Betty never attended the subsequent trials; her parents sent her away to live with family to avoid the uproar. Samuel Parris was dismissed from his job as minister in Salem Village, and settled with Betty and the rest of his family in Sudbury, Massachusetts. Betty later married a shoemaker and had five children; she died in 1760. Abigail, on the other hand, played a prominent role in the Salem witch trials, accusing a total of 57 people of witchcraft. She gave her last testimony before the court in early June 1692, and no record exists of her life after the trials.
Ann Putnam Jr.
The 12-year-old daughter of Thomas Putnam and his wife, Ann Carr Putnam, became one of the most prolific accusers of the trials, naming and/or testifying against more than 60 people. A scion of one of Salem’s most prominent families, and a close ally of Parris, Thomas served as a key instigator of the witch trials; he wrote many of the depositions for the afflicted, including his daughter and later his wife, Ann Putnam Sr.
After her parents died suddenly in 1699, Ann Jr. was left to look after her seven younger siblings. In 1706, while seeking to join the Salem Village church, Ann offered the only known apology of any of the Salem accusers, stating that she had been deluded by the devil, and that she desired “to lie in the dust, and earnestly beg forgiveness from God and from all those unto whom I have given just cause of sorrow and offence.” She was allowed to join the congregation, but died from unknown causes just nine years later.
Elizabeth Hubbard
Seventeen-year-old Elizabeth was an orphan who worked as a maid in the household of her aunt, Rachel Griggs, and her husband, William Griggs, the doctor who first attended the afflicted girls in the Parris household. Elizabeth joined Betty, Abigail and Ann Jr. among the first four accusers, and went on to testify against 29 people in the Salem witch trials, 13 of whom were executed. Known for her tendency to go into trances in the courtroom, she claimed frequently to be tormented by the specters of the accused.

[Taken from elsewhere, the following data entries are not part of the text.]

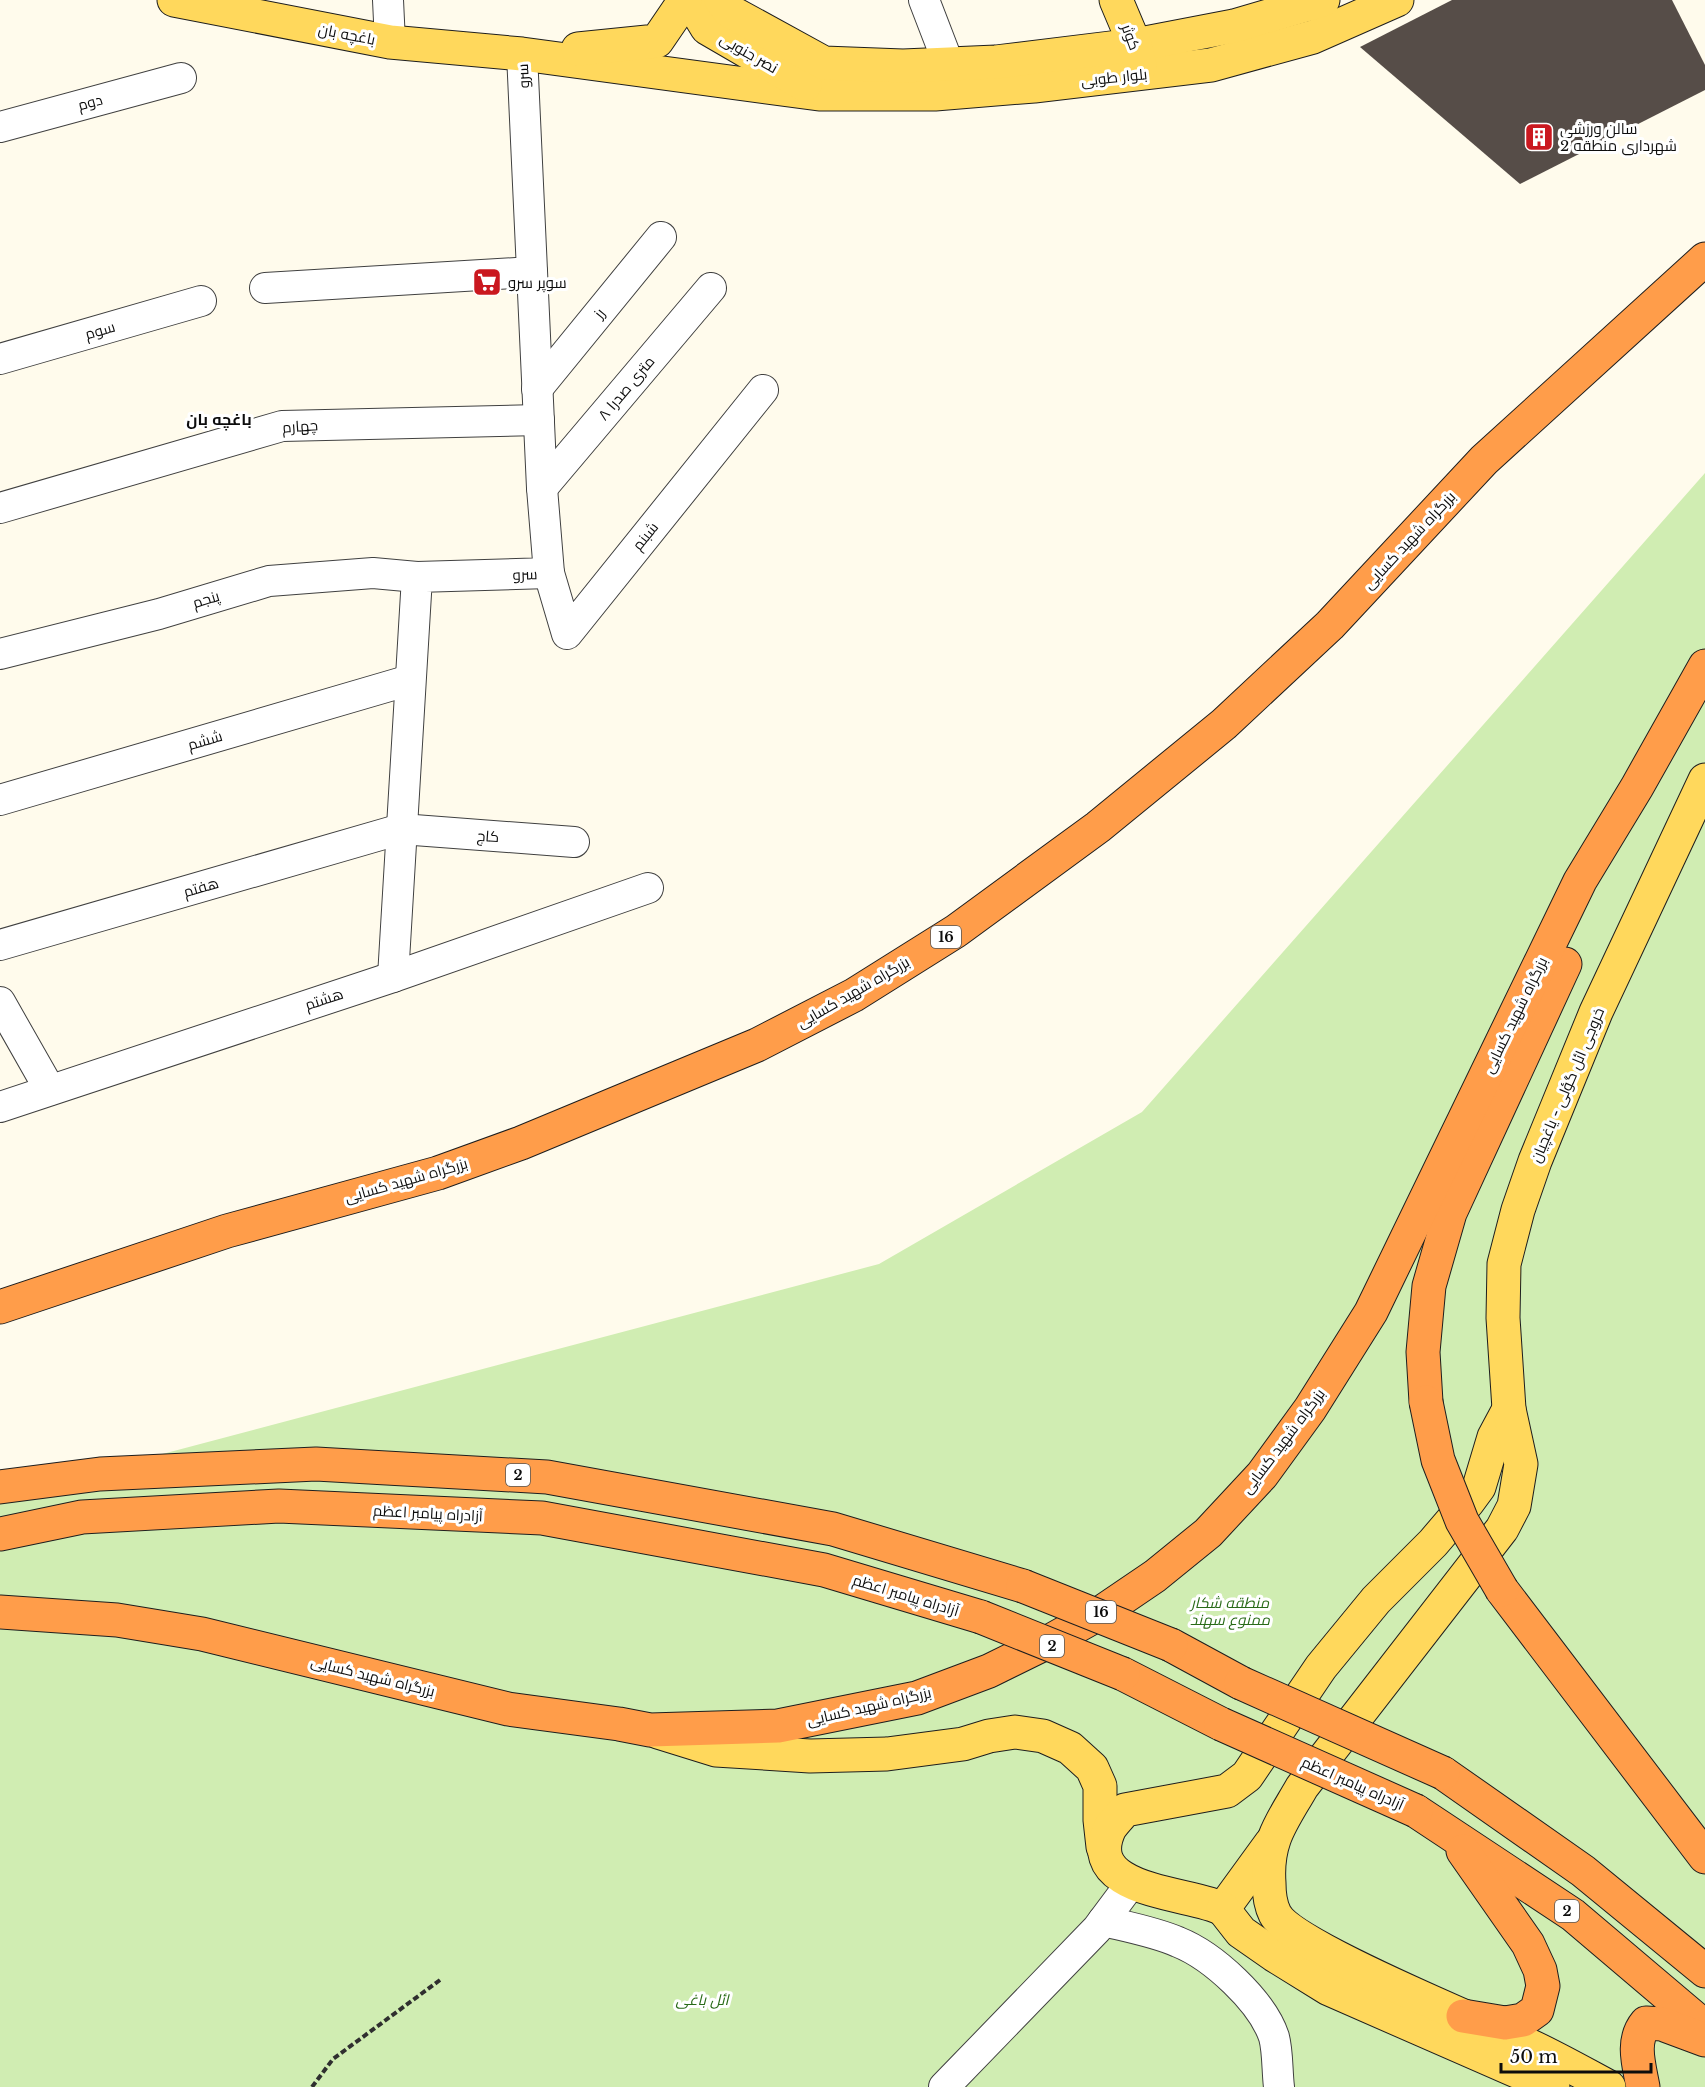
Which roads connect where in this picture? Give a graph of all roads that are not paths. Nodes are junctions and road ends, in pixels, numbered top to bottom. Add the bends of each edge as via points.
1 (174, 0) edge
2 (388, 0) edge
3 (687, 0) edge
4 (721, 0) edge
5 (924, 0) edge
6 (940, 0) edge
7 (1116, 0) edge
8 (1323, 0) edge
9 (1397, 0) edge
10 (390, 42) junction
11 (522, 54) junction
12 (1139, 60) junction
13 (949, 65) junction
14 (181, 78) dead end
15 (821, 78) junction
16 (0, 127) edge
17 (662, 237) dead end
18 (1705, 259) edge
19 (532, 272) junction
20 (265, 288) dead end
21 (711, 288) dead end
22 (201, 301) dead end
23 (0, 360) edge
24 (537, 388) junction
25 (763, 390) dead end
26 (539, 420) junction
27 (542, 488) junction
28 (0, 508) edge
29 (549, 573) junction
30 (417, 577) junction
31 (0, 654) edge
32 (1705, 666) edge
33 (410, 680) junction
34 (1705, 780) edge
35 (1637, 787) junction
36 (0, 800) edge
37 (402, 829) junction
38 (574, 842) dead end
39 (648, 888) dead end
40 (0, 945) edge
41 (393, 977) junction
42 (0, 1002) edge
43 (51, 1090) junction
44 (0, 1107) edge
45 (0, 1307) edge
46 (1509, 1408) junction
47 (0, 1487) edge
48 (0, 1534) edge
49 (0, 1612) edge
50 (650, 1730) junction
51 (1450, 1833) junction
52 (1271, 1843) junction
53 (1705, 1857) edge
54 (1120, 1873) junction
55 (1223, 1909) junction
56 (1103, 1921) junction
57 (1705, 1971) edge
58 (1463, 2016) junction
59 (1705, 2027) edge
60 (1705, 2040) edge
61 (944, 2087) edge
62 (1279, 2087) edge
63 (1553, 2087) edge
64 (1609, 2087) edge
65 (1643, 2087) edge

1 - 10 main road, باغچه بان
2 - 10 street
3 - 11 main road via 657,41
3 - 15 main road, نصر جنوبی via 707,28
4 - 15 main road, نصر جنوبی via 729,11
5 - 13 street
6 - 13 street
7 - 12 main road, کوثر
8 - 12 main road, بلوار طوبی
9 - 12 main road, بلوار طوبی via 1313,37 1211,65
10 - 11 main road, باغچه بان
11 - 15 main road
11 - 19 street, سرو
12 - 13 main road, بلوار طوبی
12 - 15 main road, بلوار طوبی via 935,94
13 - 15 main road, بلوار طوبی via 903,66
14 - 16 street, دوم
17 - 24 street, رز
18 - 45 highway, بزرگراه شهید کسایی / 16 via 1484,460 1330,625 1224,724 1098,827 975,917 854,995 757,1045 521,1143 438,1173 227,1231
19 - 20 street
19 - 24 street, سرو
21 - 27 street, ۸ متری صدرا
22 - 23 street, سوم
24 - 26 street, سرو
25 - 29 street, شبنم via 567,634
26 - 27 street, سرو
26 - 28 street, چهارم via 282,426
27 - 29 street, سرو
29 - 30 street, سرو
30 - 31 street, پنجم via 373,573 269,581 159,614
30 - 33 street
32 - 35 highway, بزرگراه شهید کسایی / 16
33 - 36 street, ششم
33 - 37 street
34 - 46 main road, خروجی ائل گؤلی - یاغچیان via 1596,1012 1518,1210 1504,1264
35 - 50 highway, بزرگراه شهید کسایی / 16 via 1580,880 1371,1312 1310,1409 1262,1475 1208,1533 1155,1576 1062,1635 989,1671 917,1698 778,1726
35 - 53 highway, bridge via 1595,898 1450,1213 1430,1286 1424,1352 1426,1402 1438,1460 1462,1521 1502,1590
37 - 38 street, کاج
37 - 40 street, هفتم
37 - 41 street
39 - 41 street, هشتم
41 - 43 street, هشتم
42 - 43 street
43 - 44 street, هشتم
46 - 52 main road, خروجی ائل گؤلی - یاغچیان via 1521,1464 1514,1506 1502,1529 1302,1787
46 - 54 main road via 1494,1437 1479,1487 1321,1667 1247,1776 1227,1791 1125,1810 1110,1828 1106,1847
47 - 57 highway, 2, bridge via 100,1474 316,1464 547,1477 833,1529 1023,1586 1171,1645 1240,1683 1443,1773 1583,1871
48 - 51 highway, آزادراه پیامبر اعظم / 2, bridge via 82,1517 279,1506 542,1518 824,1570 981,1617 1123,1674 1221,1724 1416,1811
49 - 50 highway, بزرگراه شهید کسایی / 16 via 117,1620 202,1634 508,1710
50 - 54 main road via 716,1749 810,1756 887,1755 1015,1732 1043,1736 1070,1748 1092,1768 1100,1786 1101,1830
51 - 58 highway via 1528,1944 1540,1970 1542,1986 1537,2010 1523,2020 1505,2023
51 - 59 highway, آزادراه پیامبر اعظم / 2 via 1573,1915
52 - 55 main road
52 - 58 main road via 1267,1862 1270,1898 1276,1916 1292,1931 1339,1959
54 - 55 main road via 1146,1888
54 - 56 street
55 - 63 main road via 1241,1932 1329,1989
56 - 61 street
56 - 62 street via 1179,1942 1243,1990 1268,2022 1275,2040
58 - 64 main road
60 - 65 highway via 1662,2024 1646,2023 1639,2031 1636,2045

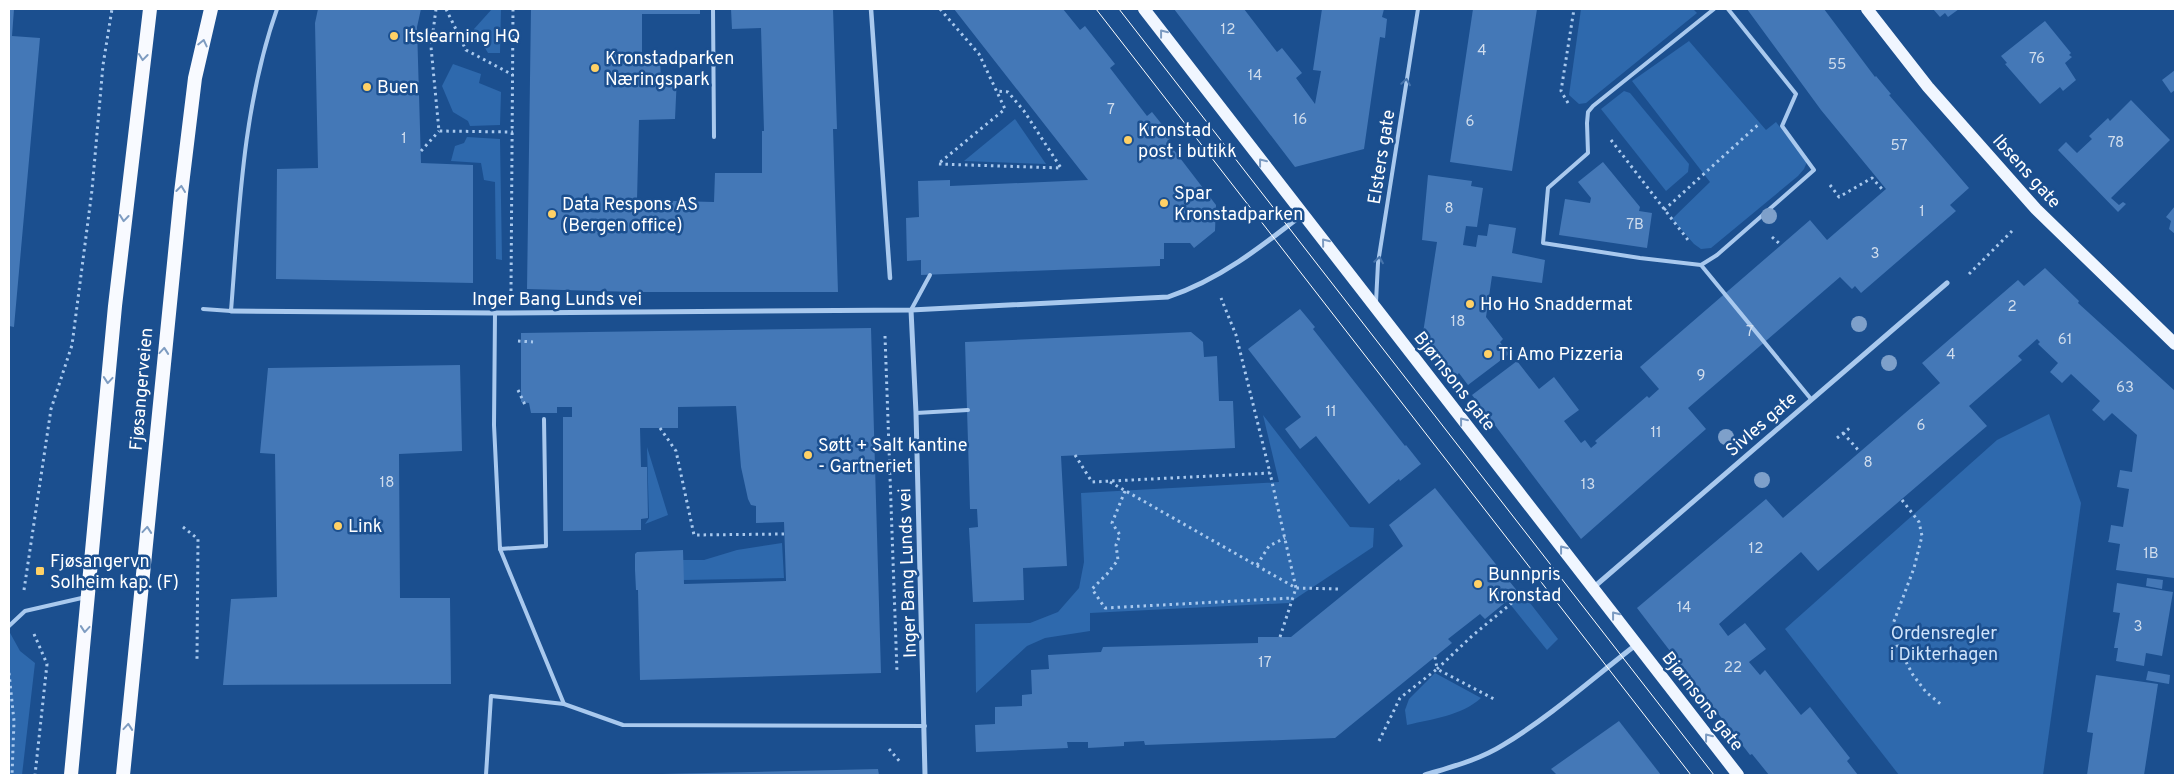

Compared with the Parrises and Putnams, Hubbard had little family or economic support, and faced an uncertain future as an orphaned domestic servant. Historian Carol Karlsen has argued that Hubbard and some of the other accusers in similar circumstances may have wanted to "focus the communities' concern on their difficulties." After the trials, Hubbard disappears from the historical record.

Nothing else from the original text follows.